What you should do:
Provide a verbatim copy of all the records below, leaving the images out.

Given data:

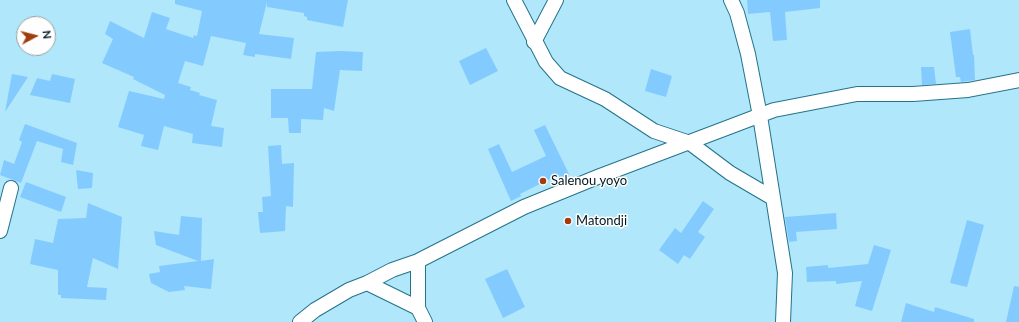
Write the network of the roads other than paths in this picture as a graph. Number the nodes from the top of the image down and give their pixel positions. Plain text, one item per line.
1 (514, 0) edge
2 (556, 0) edge
3 (731, 0) edge
4 (534, 42) junction
5 (1019, 80) edge
6 (760, 116) junction
7 (690, 143) junction
8 (11, 188) dead end
9 (771, 196) junction
10 (0, 231) edge
11 (418, 261) junction
12 (367, 283) junction
13 (418, 308) junction
14 (300, 322) edge
15 (426, 322) edge
16 (783, 322) edge

1 - 4 street
2 - 4 street
3 - 6 street
4 - 7 street
5 - 6 street
6 - 7 street
6 - 9 street
7 - 9 street
7 - 11 street
8 - 10 street
9 - 16 street
11 - 12 street
11 - 13 street
12 - 13 street
12 - 14 street
13 - 15 street

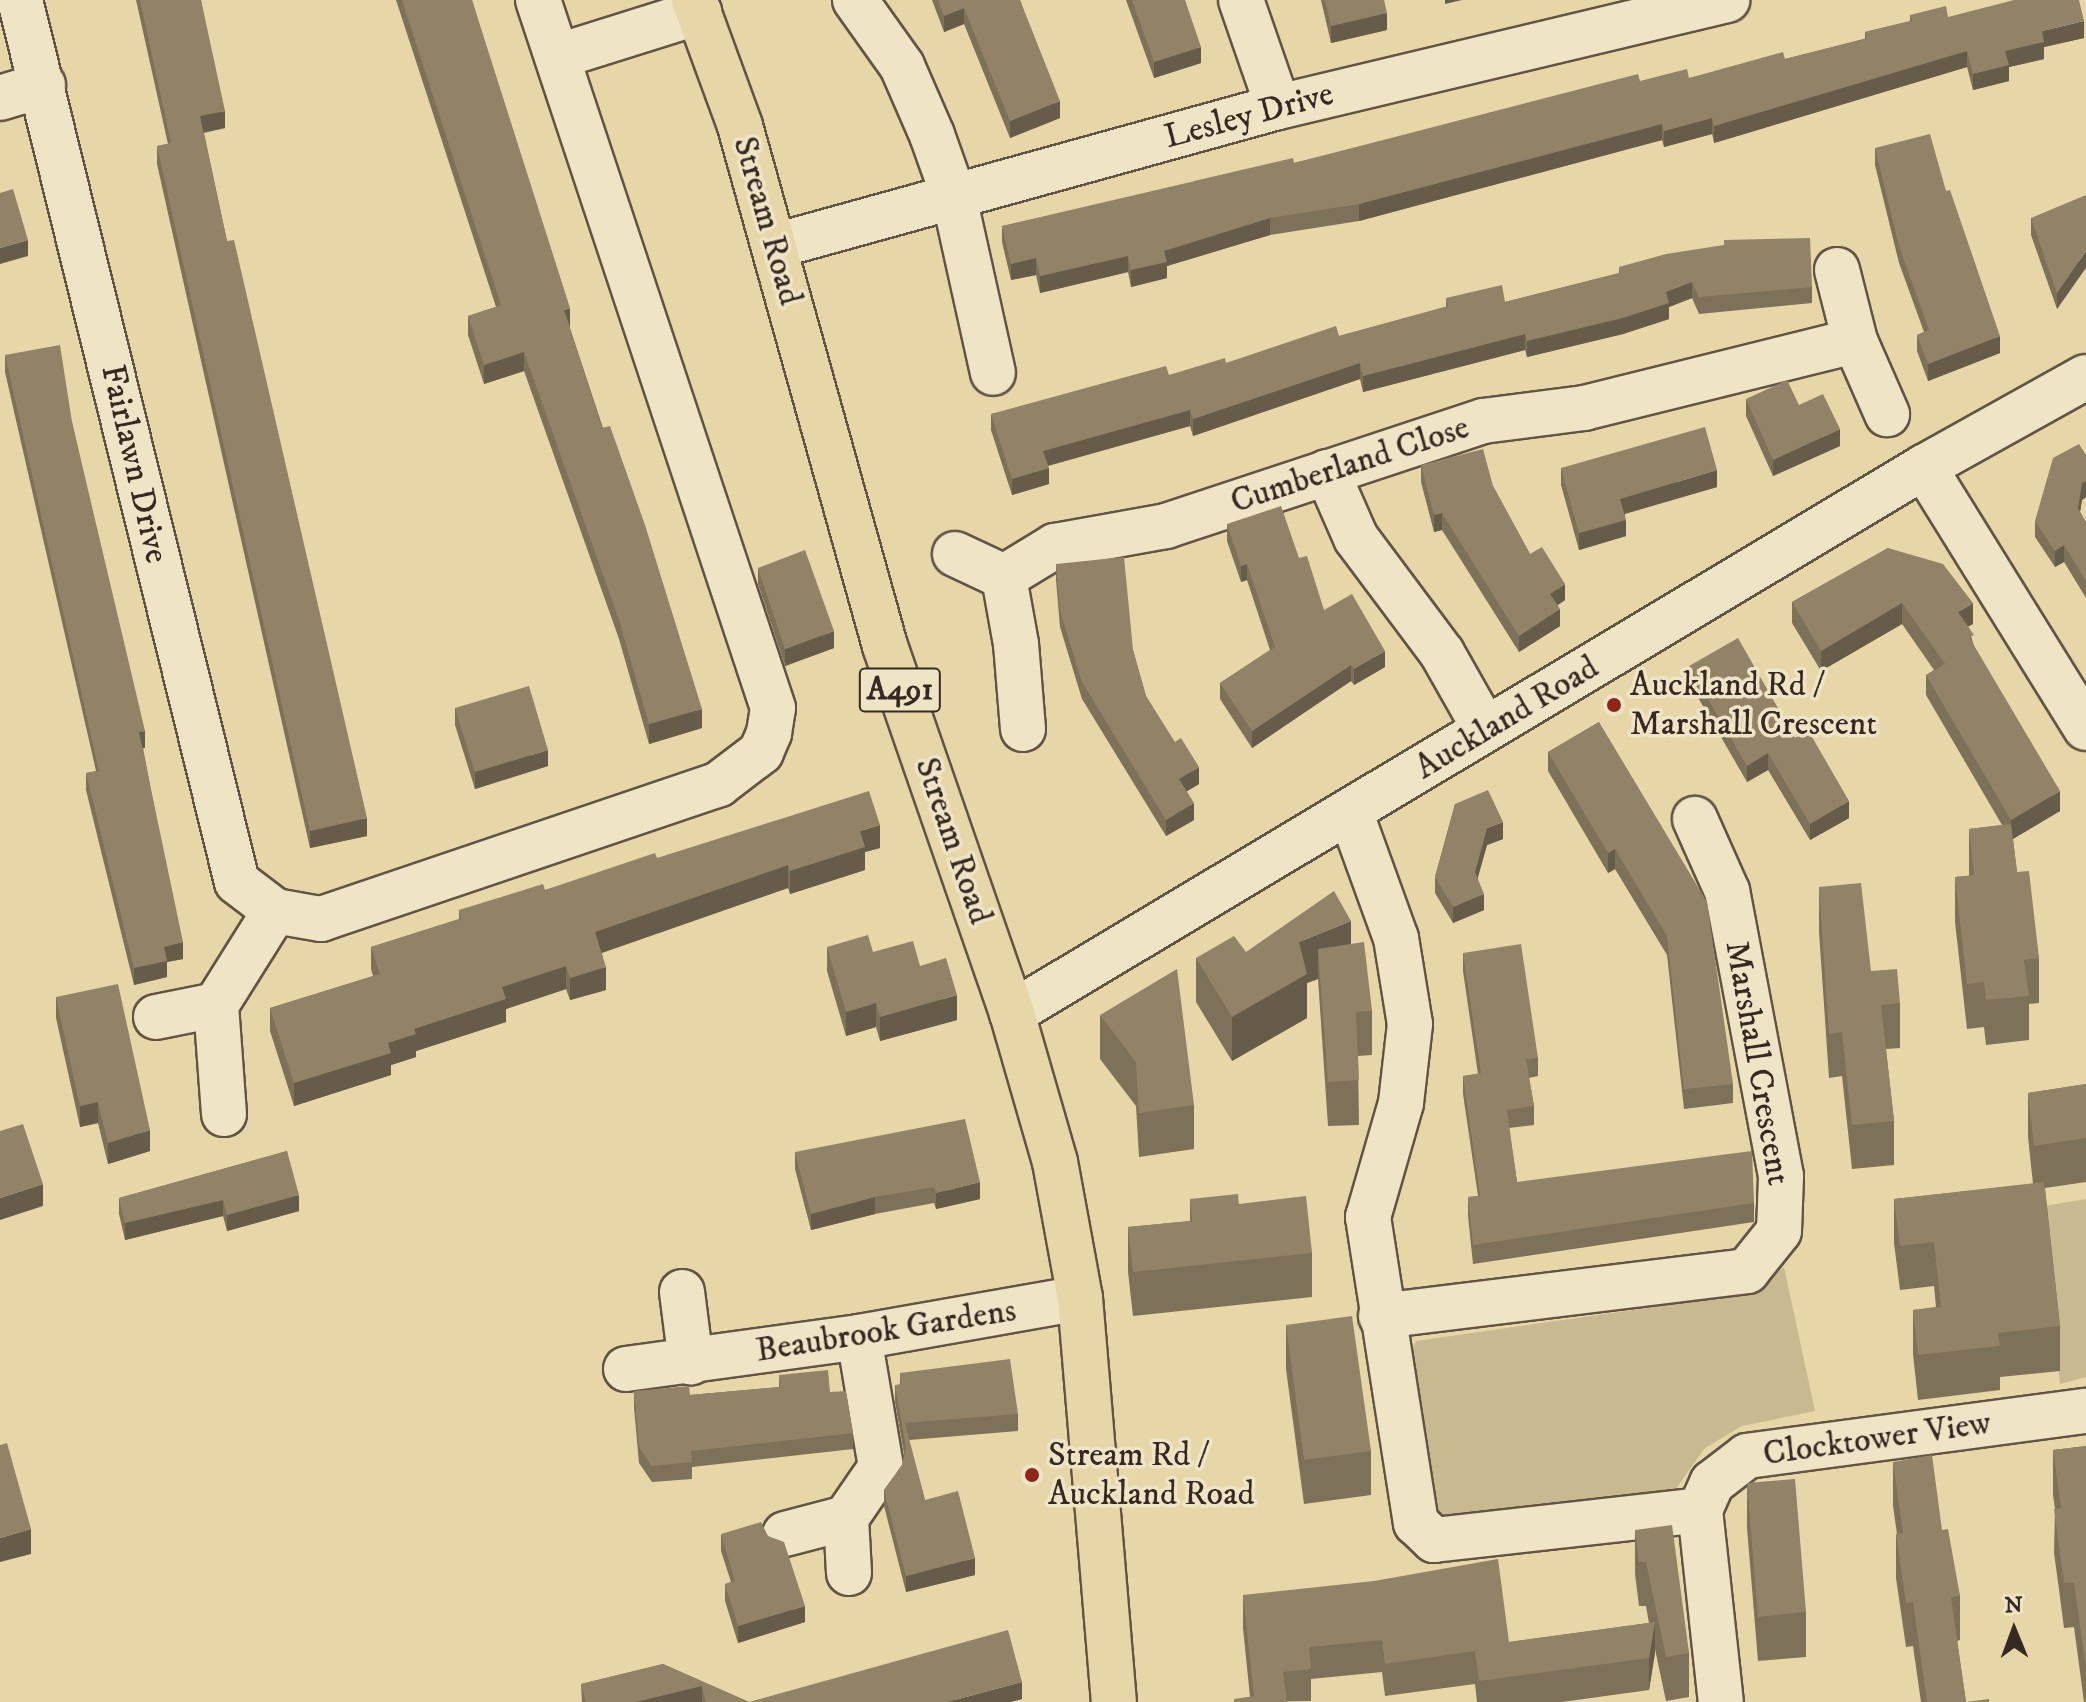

Exercise response:
Write the network of the roads other than paths in this picture as a graph. Number the nodes from the top of the image down and give their pixel positions. Plain text, one item per line.
1 (514, 0) edge
2 (556, 0) edge
3 (731, 0) edge
4 (534, 42) junction
5 (1019, 80) edge
6 (760, 116) junction
7 (690, 143) junction
8 (11, 188) dead end
9 (771, 196) junction
10 (0, 231) edge
11 (418, 261) junction
12 (367, 283) junction
13 (418, 308) junction
14 (300, 322) edge
15 (426, 322) edge
16 (783, 322) edge

1 - 4 street
2 - 4 street
3 - 6 street
4 - 7 street
5 - 6 street
6 - 7 street
6 - 9 street
7 - 9 street
7 - 11 street
8 - 10 street
9 - 16 street
11 - 12 street
11 - 13 street
12 - 13 street
12 - 14 street
13 - 15 street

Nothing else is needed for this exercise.